• [TASK TO CARRY OUT]
Please count how many lines below contain the word "dead" and reply with only that number.

• [MATERIALS PROVIDED]
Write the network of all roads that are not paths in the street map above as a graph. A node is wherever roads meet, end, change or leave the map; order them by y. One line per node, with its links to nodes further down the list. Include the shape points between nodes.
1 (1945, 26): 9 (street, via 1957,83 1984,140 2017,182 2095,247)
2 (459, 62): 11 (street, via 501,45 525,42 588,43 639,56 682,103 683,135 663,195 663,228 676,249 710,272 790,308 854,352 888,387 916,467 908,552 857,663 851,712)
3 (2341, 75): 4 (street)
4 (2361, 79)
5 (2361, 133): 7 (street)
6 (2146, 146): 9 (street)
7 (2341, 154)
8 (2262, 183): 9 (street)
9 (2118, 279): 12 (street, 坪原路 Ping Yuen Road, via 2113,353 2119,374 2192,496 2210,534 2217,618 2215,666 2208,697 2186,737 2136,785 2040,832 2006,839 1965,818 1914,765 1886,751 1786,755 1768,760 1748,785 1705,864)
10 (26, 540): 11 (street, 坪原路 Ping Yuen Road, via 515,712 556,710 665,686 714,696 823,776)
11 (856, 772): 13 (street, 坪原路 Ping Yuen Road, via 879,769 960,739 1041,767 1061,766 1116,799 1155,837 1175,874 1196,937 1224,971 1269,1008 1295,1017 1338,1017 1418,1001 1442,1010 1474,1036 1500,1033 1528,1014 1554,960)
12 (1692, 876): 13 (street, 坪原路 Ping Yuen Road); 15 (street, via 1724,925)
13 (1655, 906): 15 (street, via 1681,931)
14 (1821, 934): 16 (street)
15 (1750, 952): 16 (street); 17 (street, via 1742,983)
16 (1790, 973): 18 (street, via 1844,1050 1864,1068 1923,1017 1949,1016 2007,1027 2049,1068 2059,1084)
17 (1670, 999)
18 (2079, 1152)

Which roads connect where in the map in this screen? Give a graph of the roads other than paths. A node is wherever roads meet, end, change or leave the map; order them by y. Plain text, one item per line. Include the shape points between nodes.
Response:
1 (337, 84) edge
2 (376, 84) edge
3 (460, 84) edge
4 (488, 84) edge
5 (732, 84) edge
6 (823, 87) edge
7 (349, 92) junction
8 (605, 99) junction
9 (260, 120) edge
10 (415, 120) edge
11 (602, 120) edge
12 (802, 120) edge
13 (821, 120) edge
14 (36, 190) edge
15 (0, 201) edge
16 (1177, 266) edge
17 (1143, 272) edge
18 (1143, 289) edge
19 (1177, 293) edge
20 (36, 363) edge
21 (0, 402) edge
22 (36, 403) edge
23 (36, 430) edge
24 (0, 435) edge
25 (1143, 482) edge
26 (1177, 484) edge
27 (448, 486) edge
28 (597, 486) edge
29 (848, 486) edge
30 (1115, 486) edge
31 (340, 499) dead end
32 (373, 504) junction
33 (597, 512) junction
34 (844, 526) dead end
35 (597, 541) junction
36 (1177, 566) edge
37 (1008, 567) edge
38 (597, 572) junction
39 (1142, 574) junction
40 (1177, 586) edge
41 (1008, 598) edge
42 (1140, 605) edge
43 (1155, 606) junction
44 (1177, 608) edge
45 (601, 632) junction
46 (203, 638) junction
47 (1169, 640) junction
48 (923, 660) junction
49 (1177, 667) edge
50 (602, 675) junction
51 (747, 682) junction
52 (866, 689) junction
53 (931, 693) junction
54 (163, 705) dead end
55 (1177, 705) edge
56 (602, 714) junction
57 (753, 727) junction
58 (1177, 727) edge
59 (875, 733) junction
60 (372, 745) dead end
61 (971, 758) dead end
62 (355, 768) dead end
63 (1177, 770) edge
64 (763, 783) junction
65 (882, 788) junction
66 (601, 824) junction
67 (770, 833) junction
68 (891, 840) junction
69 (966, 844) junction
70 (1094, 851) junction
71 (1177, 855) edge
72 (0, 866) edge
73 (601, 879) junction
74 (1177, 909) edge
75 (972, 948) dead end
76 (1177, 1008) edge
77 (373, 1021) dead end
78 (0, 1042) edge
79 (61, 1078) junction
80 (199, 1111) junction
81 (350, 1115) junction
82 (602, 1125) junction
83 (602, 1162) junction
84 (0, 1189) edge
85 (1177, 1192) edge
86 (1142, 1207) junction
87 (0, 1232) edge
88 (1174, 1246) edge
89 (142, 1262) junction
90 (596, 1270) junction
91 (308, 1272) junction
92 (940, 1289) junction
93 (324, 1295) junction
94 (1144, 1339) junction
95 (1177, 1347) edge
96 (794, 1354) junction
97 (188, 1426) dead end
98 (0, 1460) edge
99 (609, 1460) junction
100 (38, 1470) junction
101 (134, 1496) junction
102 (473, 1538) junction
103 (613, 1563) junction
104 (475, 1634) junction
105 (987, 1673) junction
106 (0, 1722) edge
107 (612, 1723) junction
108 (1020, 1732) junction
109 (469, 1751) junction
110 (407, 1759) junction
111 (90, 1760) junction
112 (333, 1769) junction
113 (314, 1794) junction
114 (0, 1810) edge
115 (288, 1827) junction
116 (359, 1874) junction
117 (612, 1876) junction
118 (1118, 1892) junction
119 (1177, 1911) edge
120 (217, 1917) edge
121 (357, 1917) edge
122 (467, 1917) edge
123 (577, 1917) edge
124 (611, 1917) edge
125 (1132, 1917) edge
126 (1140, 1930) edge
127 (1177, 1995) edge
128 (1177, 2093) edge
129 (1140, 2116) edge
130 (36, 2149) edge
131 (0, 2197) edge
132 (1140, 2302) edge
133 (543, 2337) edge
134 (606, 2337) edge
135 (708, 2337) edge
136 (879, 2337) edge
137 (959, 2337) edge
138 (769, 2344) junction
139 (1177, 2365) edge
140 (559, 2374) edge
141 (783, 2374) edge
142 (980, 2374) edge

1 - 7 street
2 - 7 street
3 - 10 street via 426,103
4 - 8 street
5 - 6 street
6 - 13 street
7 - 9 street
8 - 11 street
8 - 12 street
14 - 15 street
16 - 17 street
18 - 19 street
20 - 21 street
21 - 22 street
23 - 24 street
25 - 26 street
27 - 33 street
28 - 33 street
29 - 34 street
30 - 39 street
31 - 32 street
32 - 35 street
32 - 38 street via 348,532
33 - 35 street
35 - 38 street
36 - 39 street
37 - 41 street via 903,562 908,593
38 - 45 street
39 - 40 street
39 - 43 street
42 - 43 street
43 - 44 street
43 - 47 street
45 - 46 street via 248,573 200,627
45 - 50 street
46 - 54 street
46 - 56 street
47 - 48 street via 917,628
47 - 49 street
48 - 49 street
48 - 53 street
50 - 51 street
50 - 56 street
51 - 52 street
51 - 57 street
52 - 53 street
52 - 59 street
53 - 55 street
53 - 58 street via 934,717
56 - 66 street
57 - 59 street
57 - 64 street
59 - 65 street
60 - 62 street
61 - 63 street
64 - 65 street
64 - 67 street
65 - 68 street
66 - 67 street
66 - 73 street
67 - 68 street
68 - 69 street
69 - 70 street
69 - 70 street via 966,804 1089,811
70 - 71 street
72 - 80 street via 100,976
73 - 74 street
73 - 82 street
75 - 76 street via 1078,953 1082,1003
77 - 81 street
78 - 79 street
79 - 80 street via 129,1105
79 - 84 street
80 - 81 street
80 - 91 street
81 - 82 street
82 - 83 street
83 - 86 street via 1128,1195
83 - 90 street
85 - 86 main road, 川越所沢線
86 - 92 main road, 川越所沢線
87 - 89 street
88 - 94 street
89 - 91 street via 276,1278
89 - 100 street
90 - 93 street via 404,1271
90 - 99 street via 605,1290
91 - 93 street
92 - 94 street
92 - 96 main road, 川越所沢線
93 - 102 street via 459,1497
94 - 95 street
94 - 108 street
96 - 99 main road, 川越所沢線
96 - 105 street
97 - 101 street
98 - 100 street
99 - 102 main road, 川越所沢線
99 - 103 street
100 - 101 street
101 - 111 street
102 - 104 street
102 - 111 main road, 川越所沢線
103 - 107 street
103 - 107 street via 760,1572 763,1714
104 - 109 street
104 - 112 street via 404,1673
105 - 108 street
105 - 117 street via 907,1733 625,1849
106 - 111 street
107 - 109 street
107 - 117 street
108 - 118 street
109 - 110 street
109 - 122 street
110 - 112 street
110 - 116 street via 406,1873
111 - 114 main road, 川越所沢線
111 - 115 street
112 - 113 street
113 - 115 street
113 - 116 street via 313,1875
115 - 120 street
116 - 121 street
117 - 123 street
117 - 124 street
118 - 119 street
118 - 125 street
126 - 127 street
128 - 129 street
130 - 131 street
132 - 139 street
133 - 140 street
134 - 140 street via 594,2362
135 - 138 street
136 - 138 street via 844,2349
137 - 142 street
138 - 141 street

• [YOUR RESPONSE]
9